Amidst this media storm, few Saudis who plan on returning to the kingdom would say much beyond “wishing the best outcome for the kingdom” in private messages, wary of the potential for screenshots or intercepted communications finding their way into the wrong hands. While some individuals might express fears and worries, few Saudis were willing to admit that the mounting evidence indicated a government role — with many emphasizing claims in official media that any number of foreign parties stood to gain from attacking Saudi Arabia.
Some might concede the killing in private conversation — a terrible “mistake” — but pivot right back into emphasizing the overwhelming necessity of the Crown Prince’s economic and social reforms, or simply shrug and explain how the only possible change in the kingdom was a gradual turn for the worse.
It is ultimately hard to gauge how many Saudis buy into the new narrative, especially after an awkward pivot toward praising the kingdom for swift action and transparency after offering a flurry of excuses and explanations for weeks on end. No amount of spin can fully eliminate the jarring effect of the revelations on some Saudis, as a Bloomberg report made clear. In offices across various companies and ministries, Khashoggi’s case is either the subject of whispered speculation in hallways or is conspicuous by its utter absence from conversation.
“In offices across various companies and ministries, Khashoggi’s case is either the subject of whispered speculation in hallways or is conspicuous by its utter absence from conversation.”
For Western audiences, the gathering Saudi narrative — embodied in the Twitter account of Arabia Foundation founder Ali Shihabi — is that Khashoggi’s death was (yet another) unfortunate misstep by a headstrong ruler, but that the young prince’s reforms and leadership are more important.
But this is not and will not be the narrative at home.
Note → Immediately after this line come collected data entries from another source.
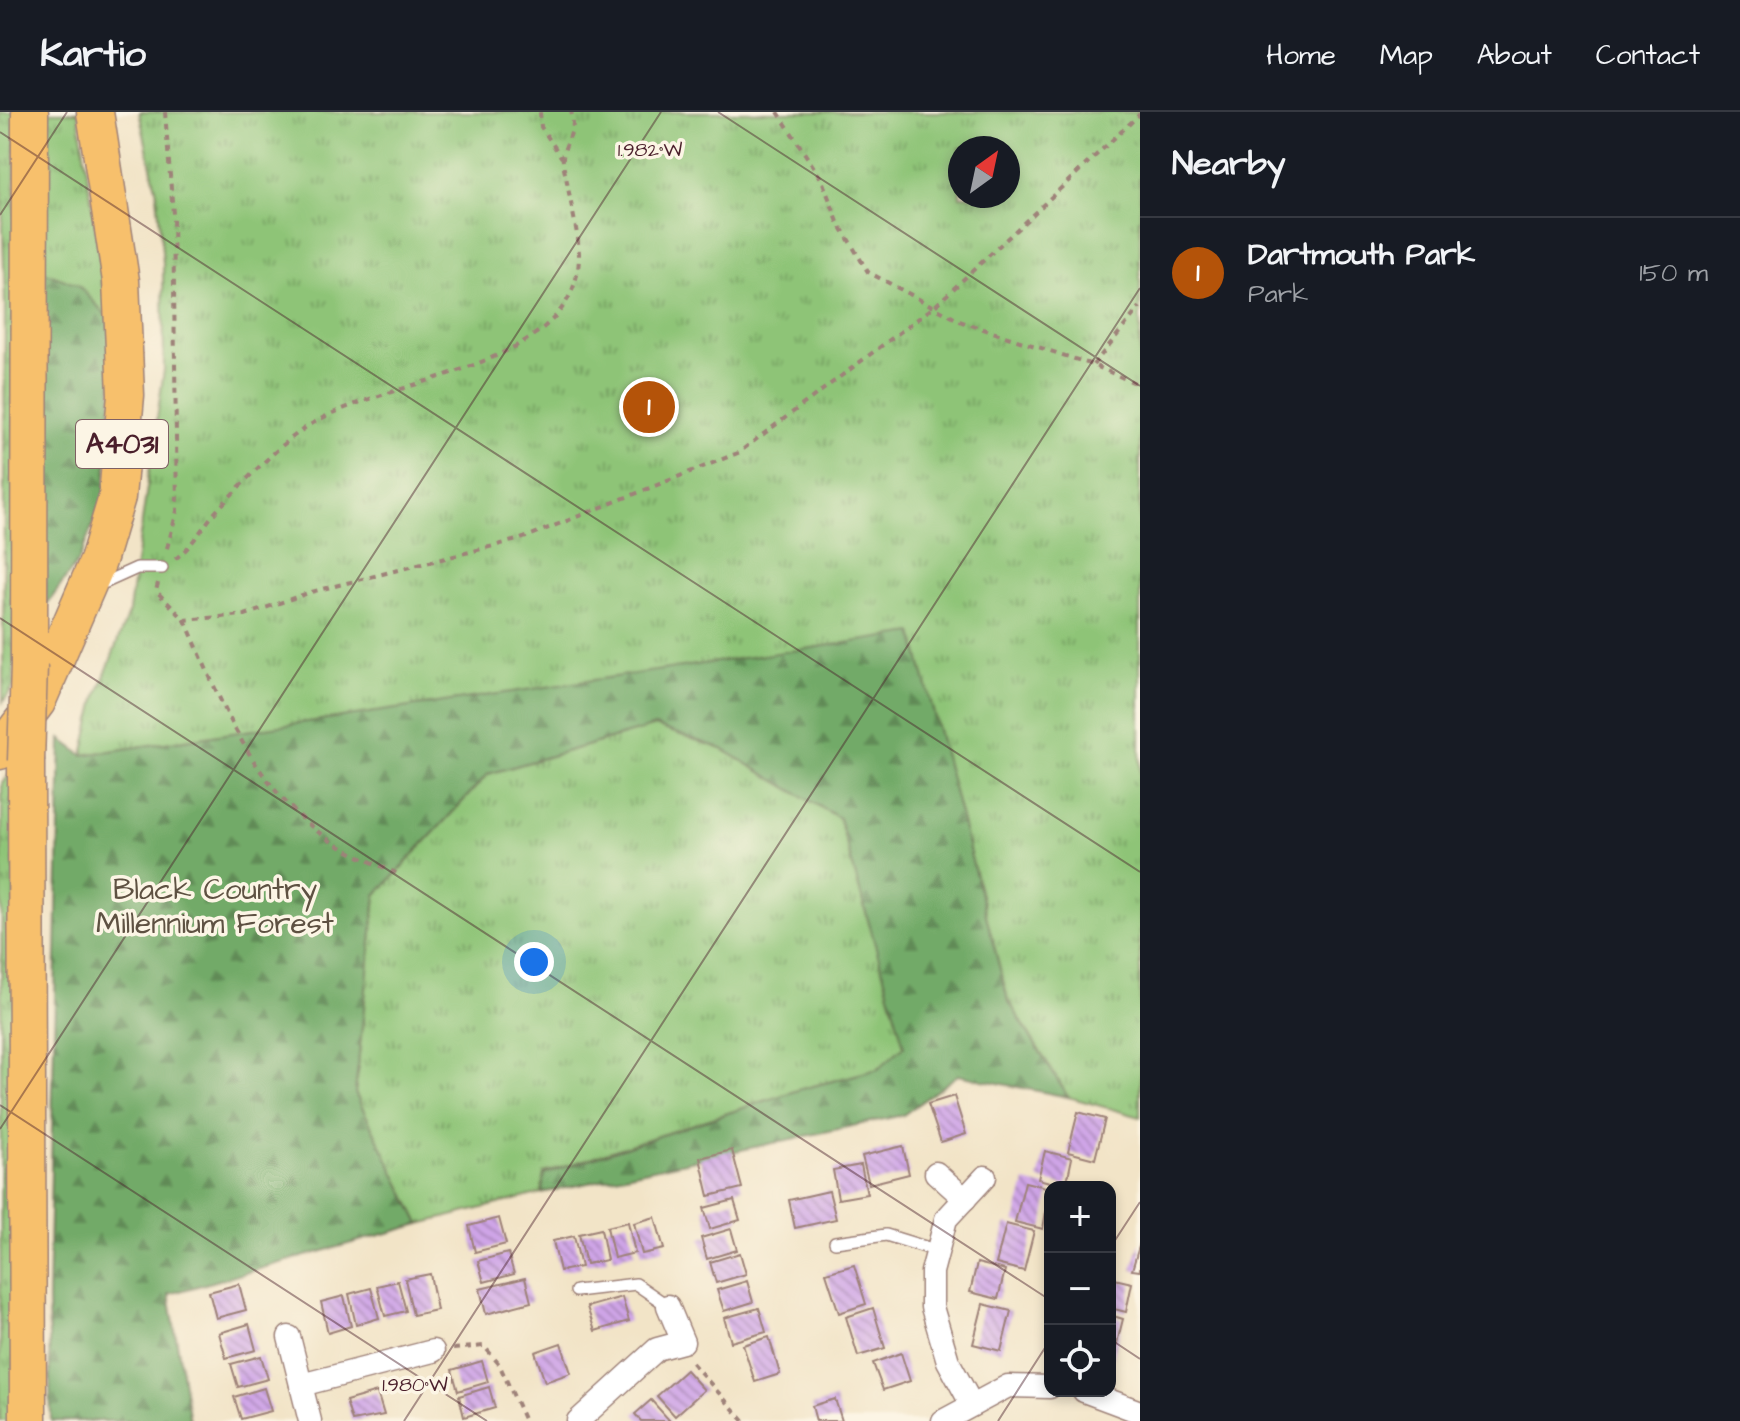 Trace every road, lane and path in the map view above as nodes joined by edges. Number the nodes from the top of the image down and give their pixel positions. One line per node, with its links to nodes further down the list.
1 (30, 112): 16 (highway, bridge)
2 (95, 112): 14 (highway, A4031)
3 (165, 112): 13 (path)
4 (540, 112): 8 (path)
5 (571, 112): 8 (path)
6 (778, 112): 9 (path)
7 (1140, 114): 9 (path)
8 (562, 158): 13 (path)
9 (935, 306): 11 (path); 15 (path)
10 (1140, 307): 11 (path)
11 (1093, 365): 12 (path)
12 (1140, 385)
13 (162, 568): 14 (lane); 15 (path)
14 (92, 576): 16 (highway, A4031)
15 (185, 620): 17 (path)
16 (13, 756): 33 (highway)
17 (396, 873)
18 (936, 1173): 20 (street)
19 (985, 1177): 20 (street)
20 (965, 1199): 22 (street)
21 (835, 1242): 22 (lane)
22 (938, 1251): 31 (street)
23 (576, 1291): 24 (lane)
24 (668, 1306): 26 (street)
25 (289, 1337): 28 (street)
26 (676, 1344): 36 (street); 37 (path)
27 (433, 1351): 28 (street); 35 (path)
28 (301, 1385): 34 (street)
29 (1044, 1387): 31 (street)
30 (1105, 1397): 32 (street)
31 (972, 1405): 38 (street)
32 (1137, 1406)
33 (28, 1421)
34 (310, 1421)
35 (525, 1421)
36 (578, 1421)
37 (744, 1421)
38 (943, 1421)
Just as the Republican Party in the United States can control every arm of government in America and still spin the party and its partisans as hapless victims, so, too, is the leadership of the absolute monarchy the victim of conspiracy and circumstance.
“What happened, happened,” wrote Khalid al Malik before pivoting into praise of the kingdom’s “swift” move to achieve justice. The kingdom is to be commended for standing strong in the face of malicious media campaigns. “As usual, we had the strength and courage to say that there was a mistake,” concurred Abdulaziz al-Yousef. Besides, “what happened is hardly unprecedented in the history of countries,” noted Khalid al-Suleiman, even if “those involved won’t evade punishment!”
Jingoistic nationalism in Saudi Arabia will no doubt help many Saudis ignore the hit the kingdom’s reputation has taken internationally. Yet it can do little to assuage the growing sense of dread in some quarters of the kingdom, as Saudi citizens prepare for the worst by parking growing amounts of money and family members abroad, or seek to get out at all costs themselves.
The author of this story has requested anonymity to avoid retribution from the Saudi Arabian government.
This story has been updated to clarify the intention of Ali Shihabi’s tweets.